そして次にその濁った思考に浮かび上がったのは、身体中を鈍く支配する痛みだった。
(ていうかここ、どこだよ)
Kids Nap―キズナ―2
きしきしと痛む背を床に転がされているようだった。
多少途切れてはいるものの、葉の記憶に不備がないならば、何者かに拉致されたことは間違いなかった。
(澪を逃がせただけ良しとするか)
暗闇の中そんなふうに自分を慰めてみても、さらに苛立ちが加速するだけだった。これは明かな自分の失態である。葉はまた一つ胸の内で溜息をついた。
まだ葉の眼は闇に慣れていなかったが、淀んだ空気の振動が、近くに複数の人間がいることを示していた。下手に動いて相手の警戒を強めるより、気を失ったままの振りをして様子を窺ったほうがいい。
そんなふうに言い聞かせて息を潜める。
埃と水気が混じった嫌な匂い。だいじょうぶ、五感はちゃんと働いている。
足は動く。縛られてはいるものの手も動く。ただし、念動力は動かなかった。
後に回された腕を拘束している物体を指先でなぞってみる。
ひやりとした感触。鋭利な断面。堅い金属。能力を制御するESP錠に間違いなかった。
なんとかこれを外せないだろうか。
指先を滑らすようにして金属の接合面を調べた。蝶番の突起に爪を立てた時だった。
――ビィィィィィン!
指先から身体中を切り裂く痛みが走り抜ける。青白い閃光が葉の意識を麻痺させた。
「ん、、ア、ァッ!」
手錠から電流が流れたのはたった2秒。しかしその数倍長い苦鳴が暗い部屋に響き渡った。
「やあ、ようやくお目覚めかな?」
葉の悲鳴が納まるのを待って、目の前にいるらしい男がこの場に不似合いな程陽気な声をかけた。徐々に闇に慣れた目が男の輪郭と周囲の状況を捕らえはじめる。
「……ッア、あぁ、おかげでよく眠れたよ」
「無理にロックを外そうとすると高電圧が流れる仕掛けさ。これに懲りたら大人しくしているといい」
男はカツカツと踵を慣らして葉に近づくと倒れ伏す葉の腹を蹴り上げた。しかしもう、悲鳴は聞こえなかった。ただ体を折って唇を引き結ぶ。
「君に聞きたいことがあってね」
男は葉の前にしゃがむと、その柔らかい髪を乱暴にひっぱりぐいと持ち上げた。
反射的に身を捩り、手首に嵌められたESP錠がガシャガシャと耳障りな音を立てた。
「我々の知りたいことを教えてくれたら、お家に帰してあげるよ坊や」
「……ッ!誰がッ!」
「――パンドラとは一体なんだ?」
「はぁ?」
あまりに漠然とした質問に、葉は一瞬毒気を抜かれ驚きに目を見開いた。不機嫌そうな口調で答える。

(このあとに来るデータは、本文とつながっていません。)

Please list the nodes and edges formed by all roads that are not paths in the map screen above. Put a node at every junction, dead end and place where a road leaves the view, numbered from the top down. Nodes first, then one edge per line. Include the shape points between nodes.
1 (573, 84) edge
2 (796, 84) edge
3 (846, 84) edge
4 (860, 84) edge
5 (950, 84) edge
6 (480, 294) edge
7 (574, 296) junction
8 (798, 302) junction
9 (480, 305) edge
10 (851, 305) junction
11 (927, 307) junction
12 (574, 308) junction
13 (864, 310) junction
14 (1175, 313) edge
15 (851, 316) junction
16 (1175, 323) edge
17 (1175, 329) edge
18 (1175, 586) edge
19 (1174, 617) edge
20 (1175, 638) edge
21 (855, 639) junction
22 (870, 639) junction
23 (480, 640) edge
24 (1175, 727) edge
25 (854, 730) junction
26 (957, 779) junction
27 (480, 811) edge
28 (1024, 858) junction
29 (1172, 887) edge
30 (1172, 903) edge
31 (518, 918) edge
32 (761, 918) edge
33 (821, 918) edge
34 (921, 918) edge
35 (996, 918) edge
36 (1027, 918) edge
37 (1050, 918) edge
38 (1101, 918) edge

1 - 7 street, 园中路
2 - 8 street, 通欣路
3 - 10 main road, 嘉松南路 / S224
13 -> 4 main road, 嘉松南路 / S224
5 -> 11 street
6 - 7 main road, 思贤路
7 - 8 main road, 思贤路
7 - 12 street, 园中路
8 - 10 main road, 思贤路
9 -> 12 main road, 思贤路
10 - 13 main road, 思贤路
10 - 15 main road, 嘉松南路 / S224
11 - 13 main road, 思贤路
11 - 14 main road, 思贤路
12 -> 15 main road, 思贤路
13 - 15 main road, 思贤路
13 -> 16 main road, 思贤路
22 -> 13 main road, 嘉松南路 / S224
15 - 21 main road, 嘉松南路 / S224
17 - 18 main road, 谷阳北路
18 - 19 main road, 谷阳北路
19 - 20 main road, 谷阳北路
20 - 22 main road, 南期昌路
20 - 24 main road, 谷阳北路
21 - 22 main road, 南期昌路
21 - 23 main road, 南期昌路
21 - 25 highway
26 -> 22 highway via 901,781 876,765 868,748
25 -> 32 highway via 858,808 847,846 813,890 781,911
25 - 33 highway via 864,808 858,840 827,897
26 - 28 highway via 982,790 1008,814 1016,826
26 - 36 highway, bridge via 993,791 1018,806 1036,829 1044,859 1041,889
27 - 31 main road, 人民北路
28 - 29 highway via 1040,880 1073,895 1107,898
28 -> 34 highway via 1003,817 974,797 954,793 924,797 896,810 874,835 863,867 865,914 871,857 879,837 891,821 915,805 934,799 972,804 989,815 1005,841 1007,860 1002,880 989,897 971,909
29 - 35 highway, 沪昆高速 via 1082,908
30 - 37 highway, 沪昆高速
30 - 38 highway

「……エスパーによるエスパーのための反社会的組織。知ってるだろ?一時期派手な宣伝してた時もあるし」
「ハハ、あれには度肝を抜かれたよ。いずれにせよ、我々ノーマルの危険な敵には違いない」
「そういうこともあるかもね。……何が言いたい」
地面に這い蹲ったままの屈辱的な体勢、丁寧さの裏に隠しきれない悪意が漏れ出す粘っこい言い回し。その全てが不愉快だったが、視線を外したら負けだった。男の容貌も目も、冷たくどこか爬虫類を思わせた。
「その反面バベルの連中とも連んだり、一体真の目的はなんだろうと思ってね」
「そんなん、俺の方が聞きたいっての」
ある意味で、葉の偽らざる本心だった。首領である以前に、大切な養い親でもある兵部の心は、いつもいつだって手の届かない高みにある。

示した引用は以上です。